İnsanoğlunun Kibri, Her Yere Her Binayı Yapabileceğini Sanmasıdır...

Stefan Behnisch

1957 yılında Stuttgart’ta doğan ünlü Alman mimar Stefan Behnisch, Münih Olimpiyat Stadı’nın mimarı Günter Behnisch’in oğludur. Behnisch Architekten mimarlık bürosunun sahibi olan Behnisch, sürdürülebilir mimarlığın dünyadaki önemli temsilcilerinden biridir. Sürdürülebilirlik merkezli mimarlık pratiğiyle RIBA Ödülü başta olmak üzere çok sayıda ödüle layık görülen Behnisch Architekten, çevresel duyarlılıklı bir çalışma gündemine doğru evrilen mimarlığın en önemli temsilcilerindendir. Bizde Almanya dosyamız içerisinde sürdürülebilir mimariyi Stefan Behnisch’e sormadan edemedik. Keyifli okumalar...

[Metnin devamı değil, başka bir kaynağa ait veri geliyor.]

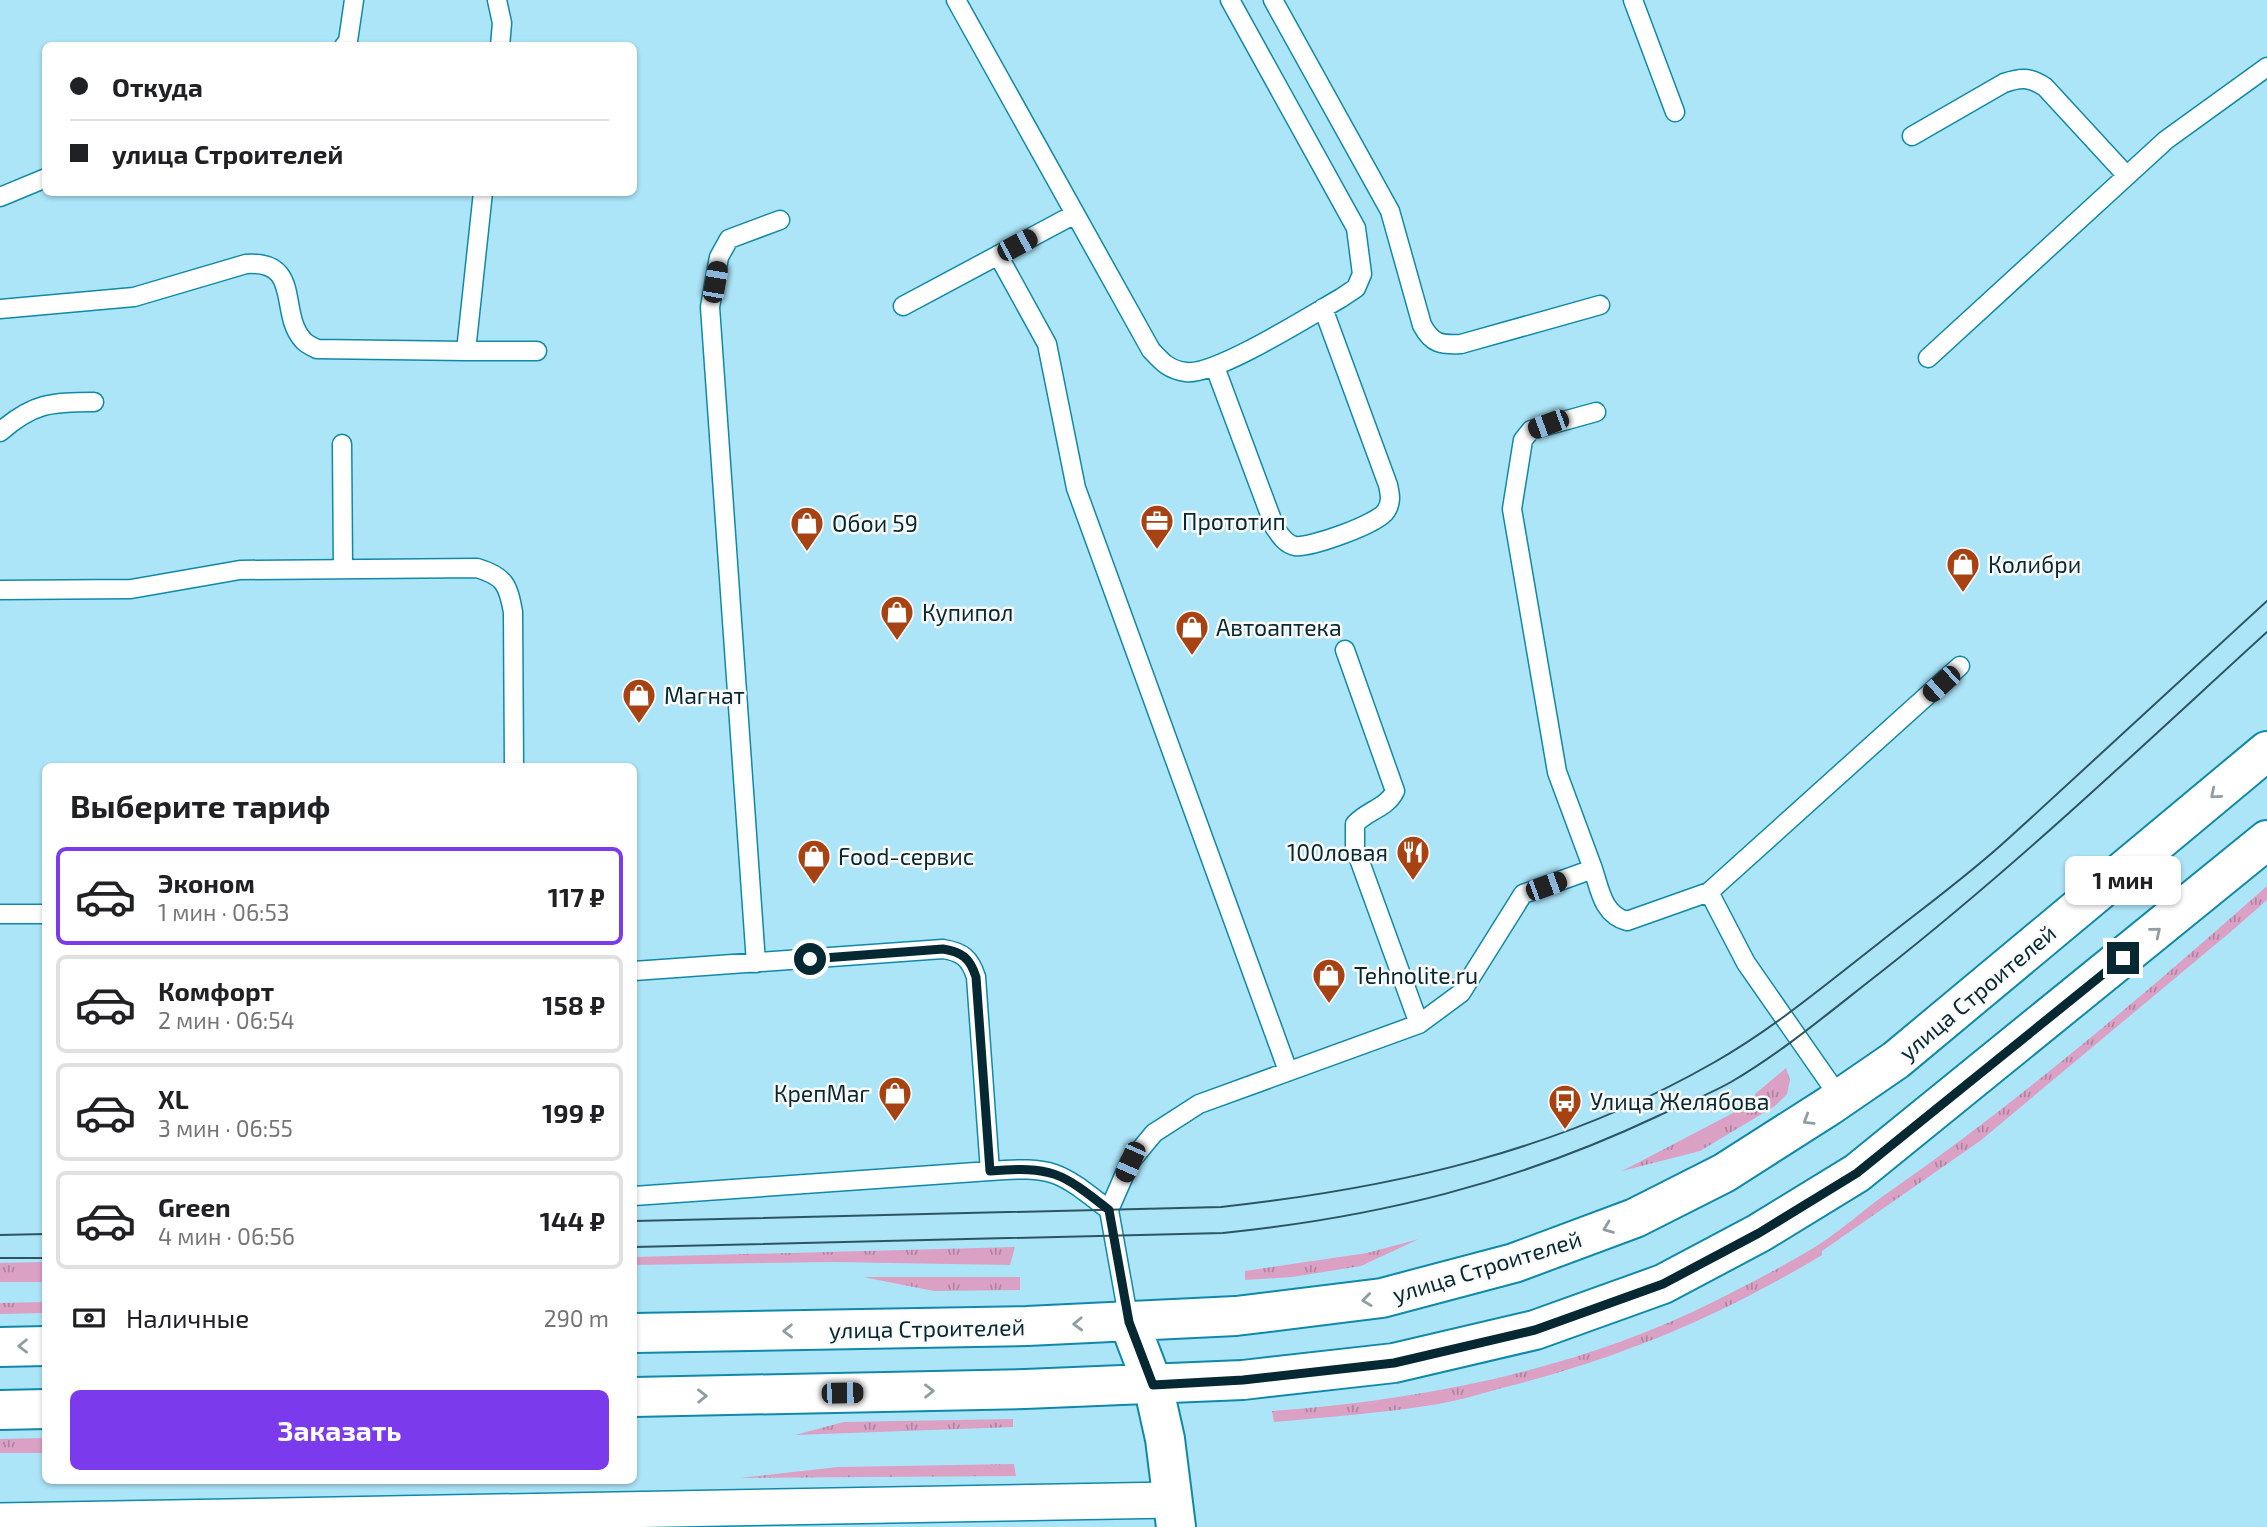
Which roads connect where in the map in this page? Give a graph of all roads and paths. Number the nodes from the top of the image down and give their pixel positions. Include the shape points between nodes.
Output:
1 (354, 0) edge
2 (497, 0) edge
3 (956, 0) edge
4 (1230, 0) edge
5 (1273, 0) edge
6 (1638, 1) edge
7 (346, 42) edge
8 (500, 42) edge
9 (2267, 66) edge
10 (1675, 112) dead end
11 (1912, 136) dead end
12 (2127, 176) junction
13 (42, 180) edge
14 (483, 196) edge
15 (0, 197) edge
16 (1075, 214) junction
17 (780, 219) dead end
18 (998, 256) junction
19 (1600, 305) dead end
20 (903, 306) dead end
21 (1323, 308) junction
22 (0, 309) edge
23 (466, 351) junction
24 (537, 351) dead end
25 (1928, 358) dead end
26 (1215, 367) junction
27 (94, 402) dead end
28 (1596, 412) dead end
29 (0, 432) edge
30 (342, 444) dead end
31 (342, 569) junction
32 (0, 590) edge
33 (1345, 650) dead end
34 (1960, 666) dead end
35 (2267, 751) edge
36 (514, 763) edge
37 (2267, 840) edge
38 (1593, 869) junction
39 (1709, 892) junction
40 (0, 914) edge
41 (42, 914) edge
42 (757, 963) junction
43 (637, 971) edge
44 (1419, 1024) junction
45 (1288, 1071) junction
46 (1840, 1098) junction
47 (990, 1171) junction
48 (637, 1196) edge
49 (1109, 1210) junction
50 (1129, 1322) junction
51 (637, 1334) edge
52 (42, 1346) edge
53 (0, 1347) edge
54 (1153, 1385) junction
55 (637, 1397) edge
56 (42, 1409) edge
57 (0, 1410) edge
58 (1174, 1514) edge
59 (675, 1518) edge
60 (0, 1521) edge

1 - 7 lane
2 - 8 lane
3 - 16 lane
4 - 21 lane via 1356,228 1362,274 1356,288
5 - 19 lane via 1390,211 1429,338 1440,345 1461,344
6 - 10 lane
9 - 12 lane via 2166,140
11 - 12 lane via 2004,83 2033,79
12 - 25 lane
13 - 15 lane
14 - 23 lane
16 - 18 lane
16 - 26 lane via 1151,351 1168,368 1189,373
17 - 42 lane via 729,239 719,257 710,307
18 - 20 lane
18 - 45 lane via 1046,345 1076,488
21 - 26 lane
21 - 26 lane via 1388,485 1391,501 1386,513 1374,521 1316,542 1295,546 1283,540
22 - 23 lane via 134,297 246,264 264,263 278,272 302,340 317,349
23 - 24 lane
27 - 29 lane via 33,407
28 - 38 lane via 1531,430 1522,440 1512,509 1558,772
30 - 31 lane
31 - 32 lane via 240,570 131,589
31 - 36 lane via 477,568 497,574 509,590 513,612
33 - 44 lane via 1395,791 1390,801 1365,813 1355,824 1355,848
34 - 39 lane
35 -> 46 main road, улица Строителей via 1896,1060
54 -> 37 main road via 1394,1363 1535,1330 1663,1284 1857,1173
38 - 39 lane via 1607,909 1615,918 1627,921
38 - 44 lane via 1523,894 1461,993
39 - 46 lane via 1746,963
40 - 41 lane
42 - 43 lane
42 - 47 lane via 960,951 972,963 976,977
44 - 45 lane
45 - 49 lane via 1199,1104 1154,1133 1130,1162
46 -> 50 main road, улица Строителей via 1702,1184 1635,1218 1514,1263 1382,1298 1236,1316
47 - 48 lane
47 - 49 lane via 1025,1168 1061,1174
49 - 50 lane
50 -> 51 main road, улица Строителей
50 - 54 main road
52 -> 53 main road
55 -> 54 main road
54 - 58 main road
56 - 57 main road
58 - 59 street
59 - 60 street

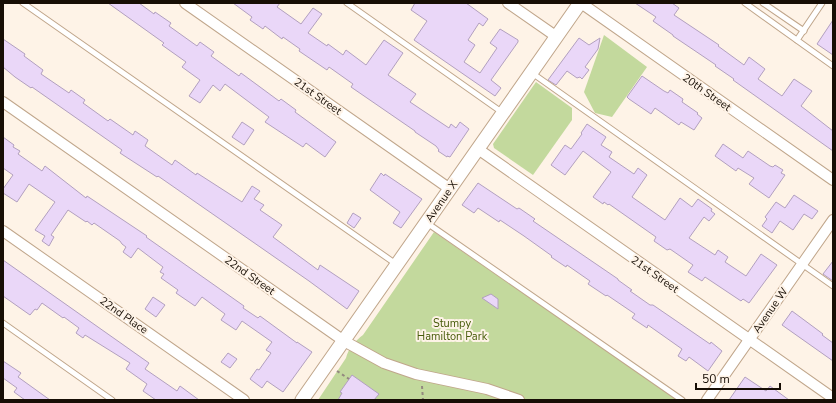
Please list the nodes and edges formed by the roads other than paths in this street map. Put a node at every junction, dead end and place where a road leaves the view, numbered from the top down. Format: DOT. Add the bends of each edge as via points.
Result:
graph roads {
  1 [pos="23,3"];
  2 [pos="185,3"];
  3 [pos="347,3"];
  4 [pos="508,3"];
  5 [pos="581,3"];
  6 [pos="744,3"];
  7 [pos="763,3"];
  8 [pos="822,3"];
  9 [pos="804,31"];
  10 [pos="557,37"];
  11 [pos="797,40"];
  12 [pos="833,66"];
  13 [pos="532,73"];
  14 [pos="3,102"];
  15 [pos="504,113"];
  16 [pos="478,150"];
  17 [pos="833,180"];
  18 [pos="450,189"];
  19 [pos="833,220"];
  20 [pos="426,223"];
  21 [pos="3,231"];
  22 [pos="802,264"];
  23 [pos="397,265"];
  24 [pos="833,286"];
  25 [pos="3,323"];
  26 [pos="749,340"];
  27 [pos="344,341"];
  28 [pos="833,398"];
  29 [pos="112,400"];
  30 [pos="244,400"];
  31 [pos="302,400"];
  32 [pos="519,400"];
  33 [pos="682,400"];
  34 [pos="707,400"];
  1 -- 23 [label="lane"];
  2 -- 18 [label="street, 21st Street"];
  3 -- 15 [label="lane"];
  4 -- 10 [label="street"];
  5 -- 10 [label="street, Avenue X"];
  5 -- 17 [label="street, 20th Street"];
  6 -- 11 [label="lane"];
  7 -- 9 [label="lane"];
  8 -- 9 [label="lane"];
  9 -- 11 [label="lane"];
  10 -- 13 [label="street, Avenue X"];
  11 -- 12 [label="lane"];
  13 -- 15 [label="street, Avenue X"];
  13 -- 22 [label="lane"];
  14 -- 27 [label="street, 22nd Street"];
  15 -- 16 [label="street, Avenue X"];
  16 -- 18 [label="street, Avenue X"];
  16 -- 26 [label="street, 21st Street"];
  18 -- 20 [label="street, Avenue X"];
  19 -- 22 [label="street, Avenue W"];
  20 -- 23 [label="street, Avenue X"];
  20 -- 33 [label="lane"];
  21 -- 30 [label="street, 22nd Place"];
  22 -- 24 [label="lane"];
  22 -- 26 [label="street, Avenue W"];
  23 -- 27 [label="street, Avenue X"];
  25 -- 29 [label="lane"];
  26 -- 28 [label="street, 21st Street"];
  26 -- 34 [label="street, Avenue W"];
  27 -- 31 [label="street, Avenue X"];
  27 -- 32 [label="street, 22nd Street" via="384,363 416,374 487,389"];
}
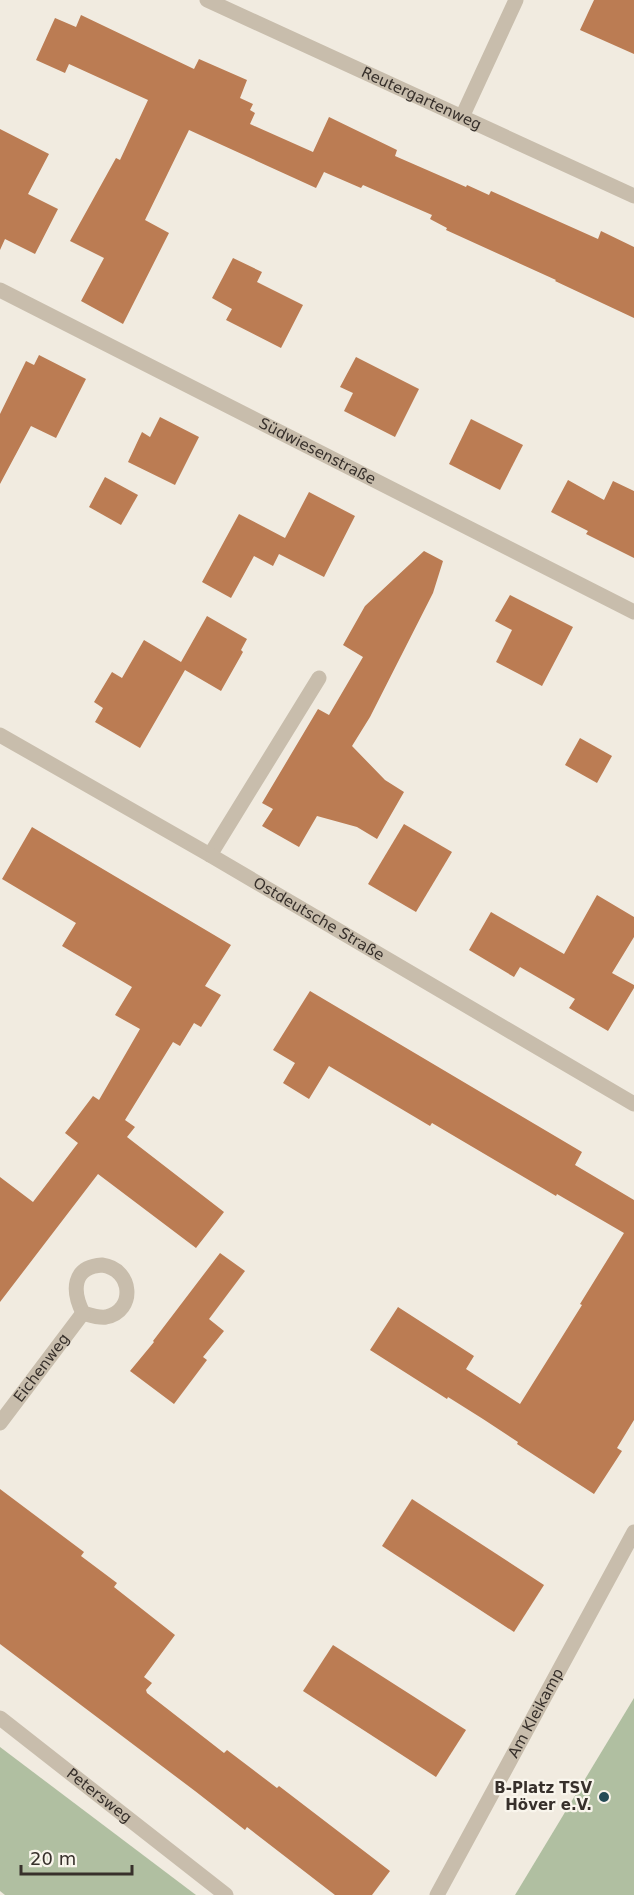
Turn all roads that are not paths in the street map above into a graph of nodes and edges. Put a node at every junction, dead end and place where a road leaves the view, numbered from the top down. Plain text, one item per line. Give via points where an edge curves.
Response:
1 (207, 0) edge
2 (516, 0) edge
3 (462, 117) junction
4 (634, 196) edge
5 (0, 290) edge
6 (634, 612) edge
7 (320, 678) dead end
8 (0, 735) edge
9 (210, 855) junction
10 (634, 1104) edge
11 (83, 1313) dead end
12 (0, 1423) edge
13 (634, 1532) edge
14 (0, 1718) edge
15 (226, 1895) edge
16 (437, 1895) edge

1 - 3 street, Reutergartenweg
2 - 3 street
3 - 4 street, Reutergartenweg
5 - 6 street, Südwiesenstraße
7 - 9 street
8 - 9 street, Ostdeutsche Straße
9 - 10 street, Ostdeutsche Straße
11 - 12 street, Eichenweg
13 - 16 street, Am Kleikamp
14 - 15 street, Petersweg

“Yeşil”, “sürdürülebilir” ve “ekoloji” gibi kavramlar hayatımıza yakın zamanda girdi ve birçok yönüyle tartışılıyor. Bugünlerde moda olan konulardan biri de sürdürülebilir mimari. Sürdürülebilir ve çevre dostu mimari tasarımlar üzerine düşünceleriniz nelerdir?
Sürdürülebilir tasarım yaklaşık yirmi yıldır kullanılan bir kavram. Aslen orman ağaçlarından gelen ‘sürdürülebilirlik’ terimi, zaman içerisinde tekrar büyüyebilecek miktardan daha fazlasını hasat etmemenizi önermektedir. Bugün aynı zaman içerisinde yeniden oluşan fosil yakıtın çok daha fazlasını kullandığımız için yöntemimizin sürdürülebilir olduğu söylenemez.

Yapı sektörü ısınma sebebiyle; fosil yakıtların, elektrik kullanımının ve temel inşa ve fabrikasyon süreçlerinin ana tüketicilerinden biri. Bu sebepten dolayı inşaat endüstrisi yakın zamanda genel enerji kullanımını en aşağıya çekmeye çalışmıştır.

Enerjiye ulaşım sorunu yapı sektöründe yaklaşık seksen yıl önce sorun haline geldi. Bunun öncesinde binlerce yıldır insanlık en azından enerji tüketimi açısından doğa ile uyum içinde yaşayabilmekteydi.

İnsanlık tarihi birkaç yüzyıldır insanlığın Dünya’nın doğal kaynakları ile uyumlu halde olmadığını göstermekte. İnsanlığın sebep olduğu ilk büyük facia ise Akdeniz çevresindeki ormanların geniş tarlalar açma ve yakacak odun toplama amacıyla kesilmesiydi.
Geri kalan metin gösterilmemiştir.